Re: [PATCH] nvme-pci: Shutdown the device if D3Cold is allowed by the user

"Rafael J. Wysocki" <rafael@xxxxxxxxxx> · Thu, 19 Dec 2024 19:28:53 +0100

On Thu, Dec 19, 2024 at 5:42 PM Ulf Hansson <ulf.hansson@xxxxxxxxxx> wrote:
>
> On Thu, 19 Dec 2024 at 13:45, Rafael J. Wysocki <rafael@xxxxxxxxxx> wrote:
> >
> > On Thu, Dec 19, 2024 at 9:02 AM Manivannan Sadhasivam
> > <manivannan.sadhasivam@xxxxxxxxxx> wrote:
> > >
> > > On Tue, Dec 17, 2024 at 08:45:55PM +0100, Rafael J. Wysocki wrote:
> > > > On Tue, Dec 17, 2024 at 6:26 AM <manivannan.sadhasivam@xxxxxxxxxx> wrote:
> > > > >
> > > > > On Mon, Dec 16, 2024 at 08:34:24PM +0100, Rafael J. Wysocki wrote:
> > > > >
> > > > > [...]
> > > > >
> > > > > > > There is also a case where some devices like
> > > > > > > (Laptops made out of Qcom SCX Gen3 SoCs) require all the PCIe devices to be
> > > > > > > powered down in order for the SoC to reach its low power state (CX power
> > > > > > > collapse in Qcom terms). If not, the SoC would continue to draw more power
> > > > > > > leading to battery draining quickly. This platform is supported in upstream and
> > > > > > > we keep the PCIe interconnect voted during suspend as the NVMe driver is
> > > > > > > expecting the device to retain its state during resume. Because of this
> > > > > > > requirement, this platform is not reaching SoC level low power state with
> > > > > > > upstream kernel.
> > > > > >
> > > > > > OK, now all of this makes sense and that's why you really want NVMe
> > > > > > devices to end up in some form of PCI D3 in suspend-to-idle.
> > > > > >
> > > > > > Would D3hot be sufficient for this platform or does it need to be
> > > > > > D3cold?  If the latter, what exactly is the method by which they are
> > > > > > put into D3cold?
> > > > > >
> > > > >
> > > > > D3Cold is what preferred. Earlier the controller driver used to transition the
> > > > > device into D3Cold by sending PME_Turn_Off, turning off refclk, regulators
> > > > > etc... Now we have a new framework called 'pwrctrl' that handles the
> > > > > clock/regulators supplied to the device. So both controller and pwrctrl drivers
> > > > > need to work in a tandem to put the device into D3Cold.
> > > > >
> > > > > Once the PCIe client driver (NVMe in this case) powers down the device, then
> > > > > controller/pwrctrl drivers will check the PCIe device state and transition the
> > > > > device into D3Cold.

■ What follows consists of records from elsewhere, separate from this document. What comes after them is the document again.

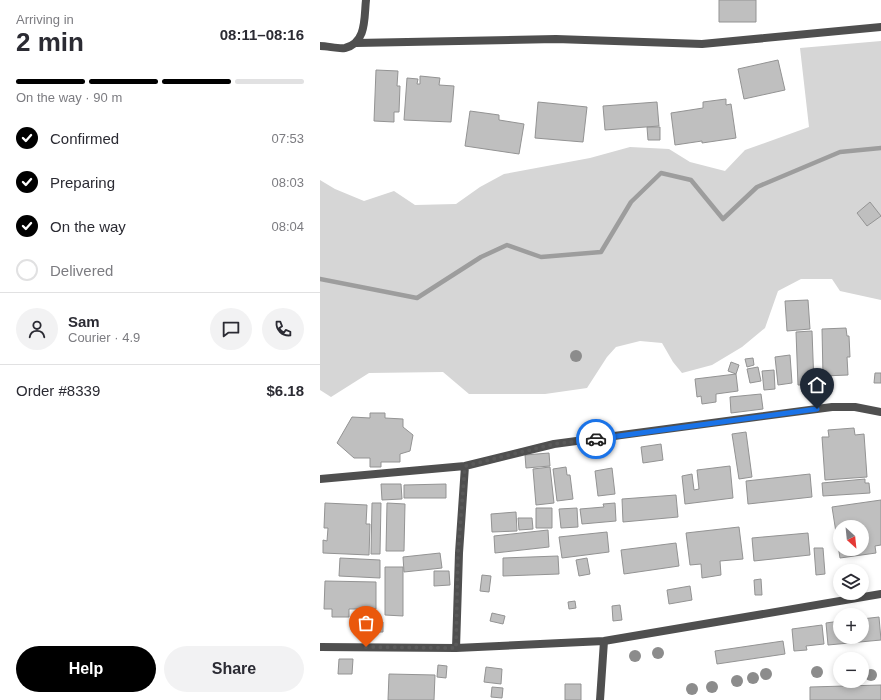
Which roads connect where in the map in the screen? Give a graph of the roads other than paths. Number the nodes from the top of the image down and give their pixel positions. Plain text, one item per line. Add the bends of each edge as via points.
1 (366, 0) edge
2 (881, 27) edge
3 (356, 43) junction
4 (320, 46) edge
5 (881, 412) edge
6 (465, 466) junction
7 (320, 479) edge
8 (881, 594) edge
9 (604, 641) junction
10 (320, 647) edge
11 (456, 648) junction
12 (600, 700) edge

1 - 3 street via 363,33
2 - 3 street via 702,44 556,39
3 - 4 street via 345,48
5 - 6 street via 855,407 832,407 554,444
6 - 7 street
6 - 11 street via 458,553
8 - 9 street
9 - 11 street
9 - 12 street
10 - 11 street

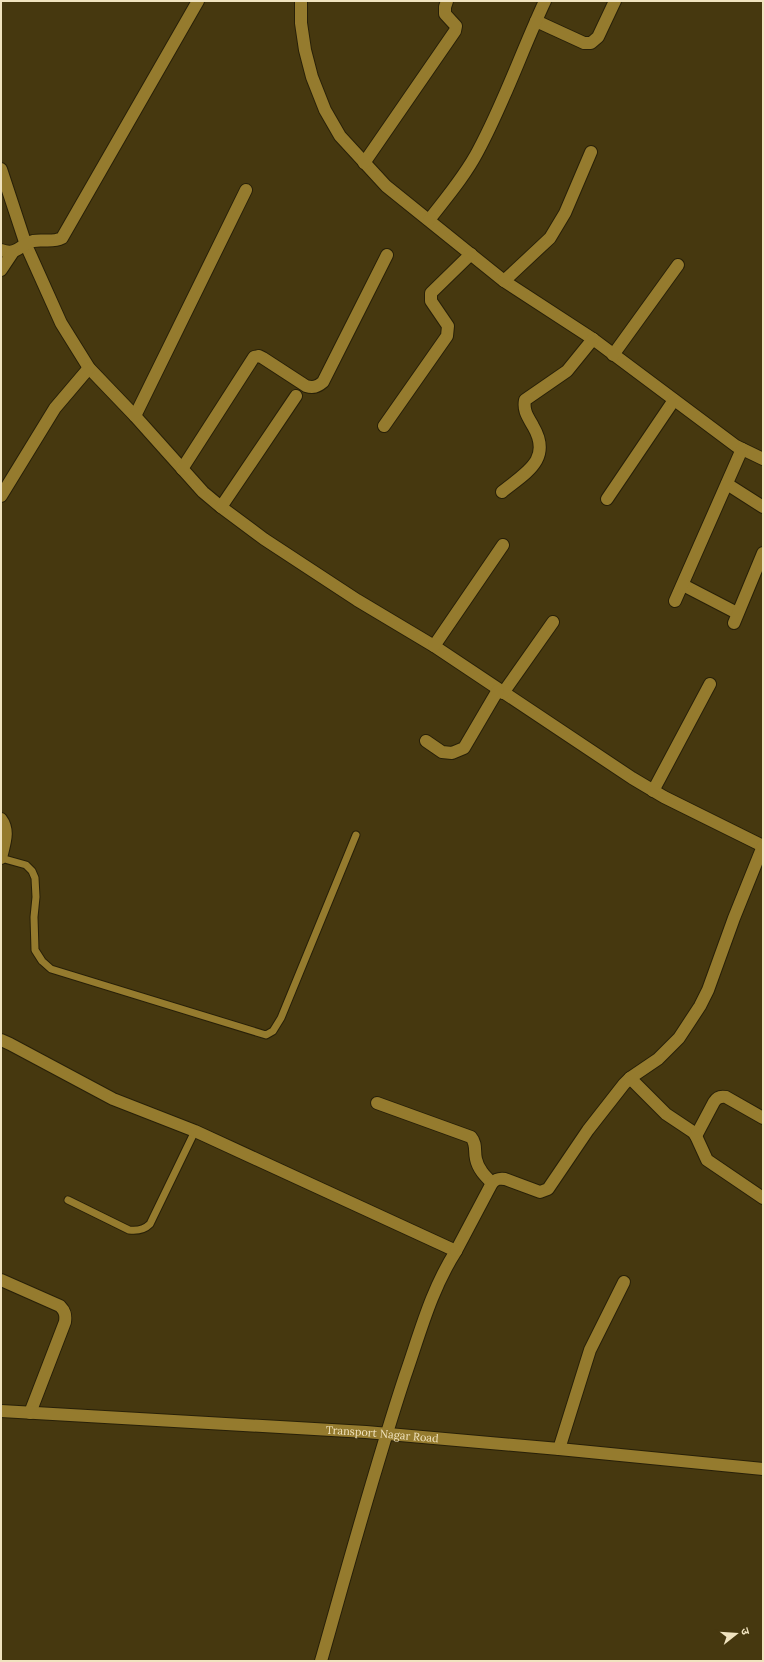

This is a TODO btw.
> > > > >
> > > > > But right now there is no generic D3Cold handling available for DT platforms. I
> > > > > am hoping to fix that too once this NVMe issue is handled.
> > > >
> > > > There's no generic D3cold handling for PCIe devices at all AFAICS.  At
> > > > least, I'm not aware of any standard way to do it.  Yes, there are
> > > > vendor-specific conventions that may even be followed by multiple
> > > > vendors, but not much beyond that.
> > > >
> > >
> > > Yeah, right. Atleast ACPI has its own way of handling D3Cold and that's what I
> > > meant.
> >
> > Well, not so simple.
> >
> > ACPI has a way to put devices into D3cold, but it is based on power
> > resources: If all of the ACPI power resources for state D3hot of the
> > given device are turned off, the device is assumed to have no power
> > which effectively means D3cold.
> >
> > Now, this basically works for platform devices, but it doesn't work
> > particularly well for PCIe devices that get their power from the bus.
> >
> > This is addressed by using a conventional approach that has not been
> > codified as a standard so far AFAICS.  The convention is to define a
> > D3hot power resource for the parent PCIe port of the device in
> > question and turn that power resource off when both the device and its
> > parent port have been programmed to go into D3hot (via PMCSR).  So the
> > flow is that the device goes into D3hot first.  Later, its parent port
> > goes into D3hot and then the D3hot power resource of the port is
> > turned off.  It usually doesn't really remove power from the port
> > (especially if this is a root port), but it turns down the PCIe link
> > from it to the device (in a platform-specific way) which effectively
> > cuts power from the device.
> >
> > On the way back, the D3hot power resource of the port is turned on
> > first and this turns the PCIe link between the port and the device up.
> >
> > > There is no such option available for DT right now. I was shoping that
> > > once this NVMe issue is resolved, then I could look into D3Cold for DT
> > > platforms.
> >
> > Well, consider the above.
> >
> > [cut]
> >
> > > > > >
> > > > > > I think we're getting to the bottom of the issue.
> > > > > >
> > > > > > First off, there really is no requirement to avoid putting PCI devices
> > > > > > into D3hot or D3cold during suspend-to-idle.  On all modern Intel
> > > > > > platforms, PCIe devices are put into D3(hot or cold) during
> > > > > > suspend-to-idle and I don't see why this should be any different on
> > > > > > platforms from any other vendors.
> > > > > >
> > > > > > The NVMe driver is an exception and it avoids D3(hot or cold) during
> > > > > > suspend-to-idle because of problems with some hardware or platforms.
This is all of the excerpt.